Dennis Van Tine/Canadian Press
Nombreuses sont les ONG qui prônent sa suspension du Conseil des droits de l'homme, trouvant aberrant que le régime de Mohammed Ben Salmane puisse y jouer un rôle alors qu'il n'en respecte pas les règles.

Le meurtre sordide du journaliste Jamal Khashoggi rend tristement compte de la situation dramatique qui prévaut en Arabie saoudite sur le plan du respect des droits de la personne. Peine de mort, torture, détentions arbitraires, coups de fouet. Le régime du prince héritier Mohammed ben Salmane est particulièrement répressif envers ses opposants.

Pourtant, depuis 2013, l'Arabie saoudite ne cesse de renforcer sa présence au sein des institutions internationales et plus spécifiquement celles responsables des questions des droits de la personne. La participation du pays dans plusieurs commissions ou comités importants suscite moult polémiques au regard du bilan fort médiocre qu'il défend en matière de droits de la personne.

À la lumière des violations des droits de la personne, flagrantes et généralisées, commises par les autorités saoudiennes, plusieurs observateurs (États, chercheurs, ONG) expriment cependant des doutes sérieux quant aux réelles intentions de l'Arabie saoudite.

Que cache ce choix d'une plus grande implication de l'Arabie saoudite sur la scène internationale? Surtout, les États membres d'organes de protection des droits de l'homme doivent-ils accepter la présence d'un pays qui ne respecte pas la vaste majorité des libertés fondamentales universellement reconnues?

Une ouverture de façade

L'élection de la monarchie islamique au Conseil des droits de l'homme de l'ONU en 2013 est la première étape d'une stratégie ambitieuse visant, selon la diplomatie saoudienne, à «refléter sa quête inlassable pour la mise en œuvre des droits de la personne sur le terrain». La nomination d'un représentant de Riyad à la présidence d'un panel d'experts de ce Conseil en 2015, la désignation du pays en 2017 comme membre de la Commission de la condition de la femme des Nations Unies (CSW) et, plus récemment, le dépôt d'une demande – retirée temporairement après l'onde de choc de l'affaire Khashoggi – pour devenir membre observateur de l'Organisation internationale de la Francophonie, sont autant d'exemples qui viennent assouvir cette ambition.

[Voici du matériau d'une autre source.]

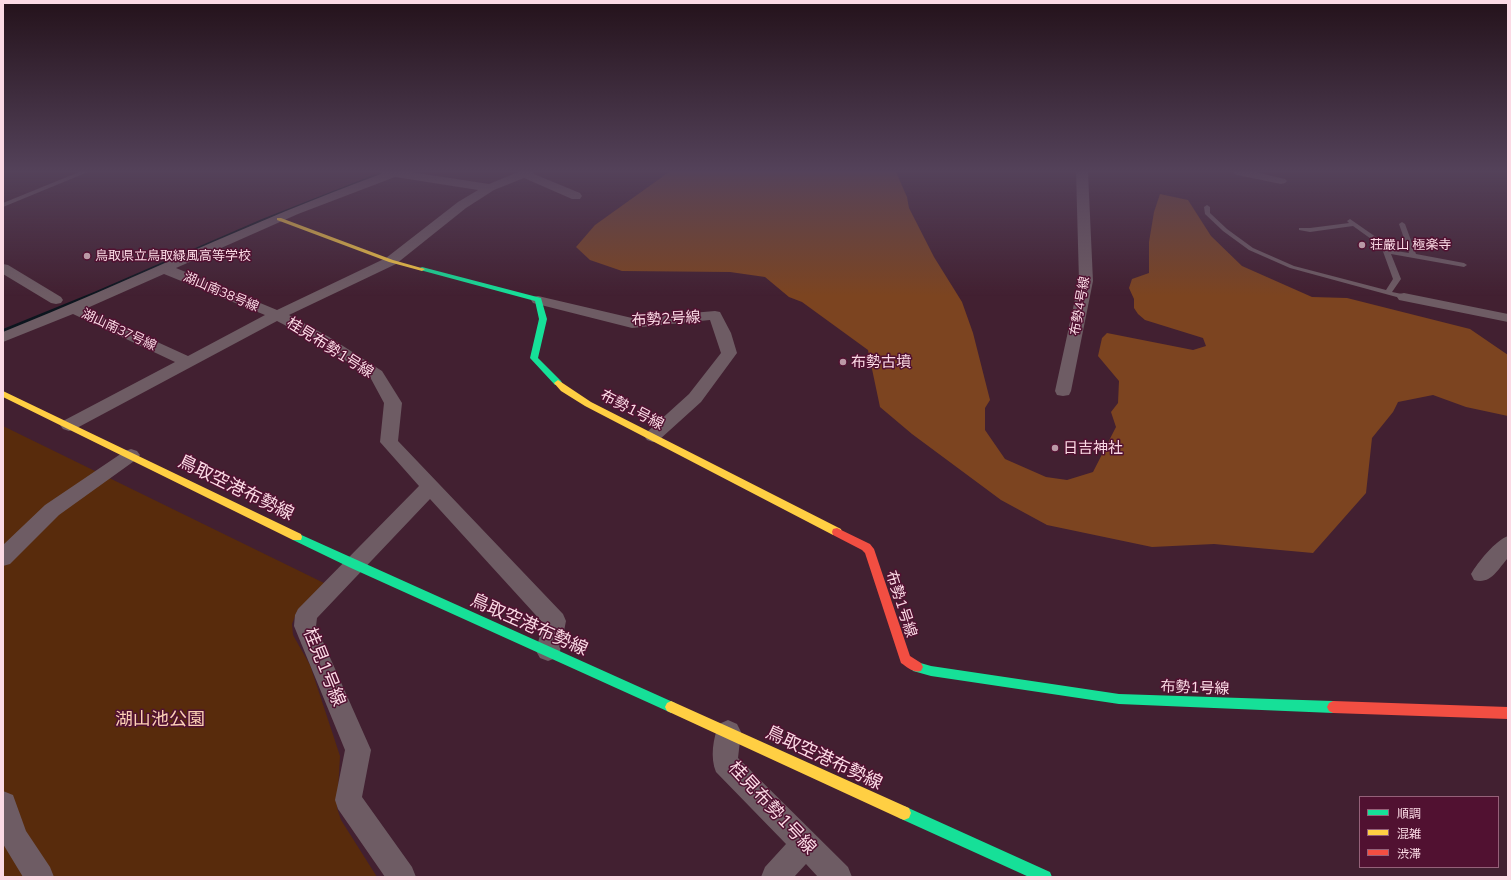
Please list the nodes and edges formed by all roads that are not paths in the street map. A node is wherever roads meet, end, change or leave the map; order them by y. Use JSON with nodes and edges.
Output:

À la lumière des violations des droits de la personne flagrantes et généralisées commises par les autorités saoudiennes, plusieurs observateurs (États, chercheurs, ONG) expriment cependant des doutes sérieux quant aux réelles intentions de l'Arabie saoudite. Ils reprochent à Mohammed Ben Salmane de ne chercher uniquement qu'à soigner son image de réformateur.

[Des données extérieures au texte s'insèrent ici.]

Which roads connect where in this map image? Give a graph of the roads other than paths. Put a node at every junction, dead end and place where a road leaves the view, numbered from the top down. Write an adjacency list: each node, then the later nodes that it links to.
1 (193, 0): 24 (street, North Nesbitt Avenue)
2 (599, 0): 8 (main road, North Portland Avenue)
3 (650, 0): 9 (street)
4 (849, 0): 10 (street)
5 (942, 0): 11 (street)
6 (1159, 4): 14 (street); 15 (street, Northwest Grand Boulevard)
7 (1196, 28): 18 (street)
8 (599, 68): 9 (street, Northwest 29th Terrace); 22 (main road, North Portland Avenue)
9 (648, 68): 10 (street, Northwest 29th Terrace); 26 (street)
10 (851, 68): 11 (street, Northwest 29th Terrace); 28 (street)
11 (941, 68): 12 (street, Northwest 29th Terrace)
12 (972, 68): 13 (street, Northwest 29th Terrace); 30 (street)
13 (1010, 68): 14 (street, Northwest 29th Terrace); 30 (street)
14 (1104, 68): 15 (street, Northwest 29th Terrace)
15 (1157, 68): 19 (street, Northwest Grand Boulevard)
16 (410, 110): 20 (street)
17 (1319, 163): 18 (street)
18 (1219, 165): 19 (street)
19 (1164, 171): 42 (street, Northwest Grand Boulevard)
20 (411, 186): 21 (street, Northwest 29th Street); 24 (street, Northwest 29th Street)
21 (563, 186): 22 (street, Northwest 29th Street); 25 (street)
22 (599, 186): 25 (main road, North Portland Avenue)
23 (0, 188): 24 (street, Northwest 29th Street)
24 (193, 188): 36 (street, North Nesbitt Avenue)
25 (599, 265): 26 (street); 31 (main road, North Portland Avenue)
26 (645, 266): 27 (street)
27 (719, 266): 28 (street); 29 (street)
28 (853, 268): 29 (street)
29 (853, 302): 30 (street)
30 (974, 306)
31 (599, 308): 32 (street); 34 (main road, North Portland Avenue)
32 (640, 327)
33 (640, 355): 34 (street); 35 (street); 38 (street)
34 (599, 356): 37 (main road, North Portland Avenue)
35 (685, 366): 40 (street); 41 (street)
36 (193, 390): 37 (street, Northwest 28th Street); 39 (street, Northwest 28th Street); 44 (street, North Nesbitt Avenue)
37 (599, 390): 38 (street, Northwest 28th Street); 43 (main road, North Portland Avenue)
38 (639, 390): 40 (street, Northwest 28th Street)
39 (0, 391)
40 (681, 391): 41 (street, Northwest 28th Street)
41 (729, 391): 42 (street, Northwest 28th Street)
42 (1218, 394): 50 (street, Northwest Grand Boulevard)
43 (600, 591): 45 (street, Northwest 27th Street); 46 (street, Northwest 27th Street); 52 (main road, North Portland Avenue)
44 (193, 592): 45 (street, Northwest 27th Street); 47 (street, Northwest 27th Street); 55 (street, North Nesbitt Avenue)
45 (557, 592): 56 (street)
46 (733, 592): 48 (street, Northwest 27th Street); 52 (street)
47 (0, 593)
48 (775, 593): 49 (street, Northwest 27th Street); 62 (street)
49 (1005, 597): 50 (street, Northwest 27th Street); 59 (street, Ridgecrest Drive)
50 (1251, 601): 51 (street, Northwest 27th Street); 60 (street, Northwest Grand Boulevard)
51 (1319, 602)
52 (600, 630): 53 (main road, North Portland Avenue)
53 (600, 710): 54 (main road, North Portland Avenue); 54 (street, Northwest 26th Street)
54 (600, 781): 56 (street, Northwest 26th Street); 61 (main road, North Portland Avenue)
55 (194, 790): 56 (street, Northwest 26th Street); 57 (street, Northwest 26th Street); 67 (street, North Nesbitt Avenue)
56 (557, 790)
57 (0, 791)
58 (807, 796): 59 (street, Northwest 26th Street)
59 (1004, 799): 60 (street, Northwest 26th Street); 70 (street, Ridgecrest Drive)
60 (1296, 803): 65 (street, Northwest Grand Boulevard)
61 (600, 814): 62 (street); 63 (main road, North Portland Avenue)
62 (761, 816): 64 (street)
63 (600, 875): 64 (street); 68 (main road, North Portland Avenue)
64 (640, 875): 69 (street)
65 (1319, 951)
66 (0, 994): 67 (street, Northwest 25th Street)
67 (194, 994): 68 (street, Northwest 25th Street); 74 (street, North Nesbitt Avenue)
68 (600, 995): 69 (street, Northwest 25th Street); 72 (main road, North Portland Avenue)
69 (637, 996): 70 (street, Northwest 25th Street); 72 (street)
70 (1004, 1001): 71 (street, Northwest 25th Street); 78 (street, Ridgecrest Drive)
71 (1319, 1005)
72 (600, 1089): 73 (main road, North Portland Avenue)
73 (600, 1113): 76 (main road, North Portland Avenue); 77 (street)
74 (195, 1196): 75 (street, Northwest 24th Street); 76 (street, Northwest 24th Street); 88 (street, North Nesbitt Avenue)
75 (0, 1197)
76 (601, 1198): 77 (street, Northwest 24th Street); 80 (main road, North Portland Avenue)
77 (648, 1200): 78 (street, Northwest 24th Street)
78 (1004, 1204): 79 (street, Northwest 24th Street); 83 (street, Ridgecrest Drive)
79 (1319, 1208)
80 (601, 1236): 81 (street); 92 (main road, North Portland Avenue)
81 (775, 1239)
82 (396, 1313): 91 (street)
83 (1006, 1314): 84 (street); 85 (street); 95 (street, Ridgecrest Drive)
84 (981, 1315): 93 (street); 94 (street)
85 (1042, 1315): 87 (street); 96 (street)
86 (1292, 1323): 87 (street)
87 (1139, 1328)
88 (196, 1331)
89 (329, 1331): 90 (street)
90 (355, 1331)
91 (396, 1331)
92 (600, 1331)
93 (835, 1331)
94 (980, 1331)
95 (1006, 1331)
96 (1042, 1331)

Quand on jette un œil aux actions de la monarchie en tant que membre actif d'organes onusiens, force est de constater en effet que l'Arabie saoudite cherche non pas à donner effet aux principes consacrés par l'ONU dans son droit interne, mais avant tout à interférer dans tous les débats qui la gêne.

Au sein des instances onusiennes, la plus grande puissance économique du Golfe persique multiplie les résolutions visant à réduire la portée de certains droits (liberté d'opinion et d'expression, droits liés à l'orientation sexuelle et à l'identité de genre, droits des minorités) et repousser toute tentative d'enquête sur la crise humanitaire au Yémen où elle est impliquée. De plus, l'Arabie saoudite pose des réserves significatives à presque tous les traités internationaux qu'elles ratifient.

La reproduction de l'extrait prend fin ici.